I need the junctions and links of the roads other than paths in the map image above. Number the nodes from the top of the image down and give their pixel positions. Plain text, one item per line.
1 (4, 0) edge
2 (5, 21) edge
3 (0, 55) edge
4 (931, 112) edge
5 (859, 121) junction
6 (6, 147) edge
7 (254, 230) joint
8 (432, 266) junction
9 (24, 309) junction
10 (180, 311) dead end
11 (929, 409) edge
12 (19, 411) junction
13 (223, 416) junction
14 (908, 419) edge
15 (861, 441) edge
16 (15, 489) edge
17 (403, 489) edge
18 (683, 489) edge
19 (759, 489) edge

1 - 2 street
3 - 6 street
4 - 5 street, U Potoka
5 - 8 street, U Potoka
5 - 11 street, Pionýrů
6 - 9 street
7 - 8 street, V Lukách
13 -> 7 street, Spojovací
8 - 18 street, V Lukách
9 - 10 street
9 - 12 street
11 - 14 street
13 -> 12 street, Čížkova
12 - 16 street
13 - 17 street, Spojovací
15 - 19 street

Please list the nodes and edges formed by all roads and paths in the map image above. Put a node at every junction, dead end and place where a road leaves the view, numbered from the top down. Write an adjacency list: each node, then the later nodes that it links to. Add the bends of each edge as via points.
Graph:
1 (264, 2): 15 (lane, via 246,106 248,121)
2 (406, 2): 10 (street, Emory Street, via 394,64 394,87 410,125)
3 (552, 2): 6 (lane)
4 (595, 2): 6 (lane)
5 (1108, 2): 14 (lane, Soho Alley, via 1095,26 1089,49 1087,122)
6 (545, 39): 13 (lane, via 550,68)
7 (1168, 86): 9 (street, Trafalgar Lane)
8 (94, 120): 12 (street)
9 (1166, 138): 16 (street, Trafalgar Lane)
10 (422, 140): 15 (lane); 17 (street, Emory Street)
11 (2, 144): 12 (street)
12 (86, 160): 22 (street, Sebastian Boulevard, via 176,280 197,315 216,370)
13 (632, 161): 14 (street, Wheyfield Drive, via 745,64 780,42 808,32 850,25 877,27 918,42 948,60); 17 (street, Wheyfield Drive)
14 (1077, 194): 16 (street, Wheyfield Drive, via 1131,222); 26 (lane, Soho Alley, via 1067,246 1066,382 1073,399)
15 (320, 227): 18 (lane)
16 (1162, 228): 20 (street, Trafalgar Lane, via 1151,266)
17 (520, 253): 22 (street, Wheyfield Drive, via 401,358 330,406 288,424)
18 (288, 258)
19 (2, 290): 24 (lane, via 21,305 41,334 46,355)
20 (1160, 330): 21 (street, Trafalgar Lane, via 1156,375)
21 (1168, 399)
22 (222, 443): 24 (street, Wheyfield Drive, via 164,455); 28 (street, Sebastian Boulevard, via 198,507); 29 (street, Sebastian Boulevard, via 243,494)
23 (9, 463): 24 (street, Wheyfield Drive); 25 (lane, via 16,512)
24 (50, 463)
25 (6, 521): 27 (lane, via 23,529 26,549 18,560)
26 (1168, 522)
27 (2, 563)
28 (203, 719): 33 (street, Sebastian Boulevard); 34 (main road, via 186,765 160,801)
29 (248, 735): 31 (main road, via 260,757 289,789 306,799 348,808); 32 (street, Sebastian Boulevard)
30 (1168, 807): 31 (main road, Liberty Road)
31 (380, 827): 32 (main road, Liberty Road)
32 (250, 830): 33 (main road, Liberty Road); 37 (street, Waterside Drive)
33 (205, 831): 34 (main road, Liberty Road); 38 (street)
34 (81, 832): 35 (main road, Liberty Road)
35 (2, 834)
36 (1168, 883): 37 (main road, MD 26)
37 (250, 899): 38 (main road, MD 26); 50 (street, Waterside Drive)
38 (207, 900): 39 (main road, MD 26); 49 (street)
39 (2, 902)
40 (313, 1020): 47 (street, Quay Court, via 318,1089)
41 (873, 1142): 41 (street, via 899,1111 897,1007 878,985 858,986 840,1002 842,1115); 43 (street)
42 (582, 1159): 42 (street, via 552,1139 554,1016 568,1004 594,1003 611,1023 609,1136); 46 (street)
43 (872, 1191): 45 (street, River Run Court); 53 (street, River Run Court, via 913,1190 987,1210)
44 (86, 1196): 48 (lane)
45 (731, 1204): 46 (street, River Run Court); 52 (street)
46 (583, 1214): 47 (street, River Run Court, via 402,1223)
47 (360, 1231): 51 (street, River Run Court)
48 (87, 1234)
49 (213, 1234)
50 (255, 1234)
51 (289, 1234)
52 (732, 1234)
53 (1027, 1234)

**PROBLEM STATEMENT:**
Would you copy out each line of the records above where the word "Liberty" occurs?

**EXPECTED ANSWER:**
30 (1168, 807): 31 (main road, Liberty Road)
31 (380, 827): 32 (main road, Liberty Road)
32 (250, 830): 33 (main road, Liberty Road); 37 (street, Waterside Drive)
33 (205, 831): 34 (main road, Liberty Road); 38 (street)
34 (81, 832): 35 (main road, Liberty Road)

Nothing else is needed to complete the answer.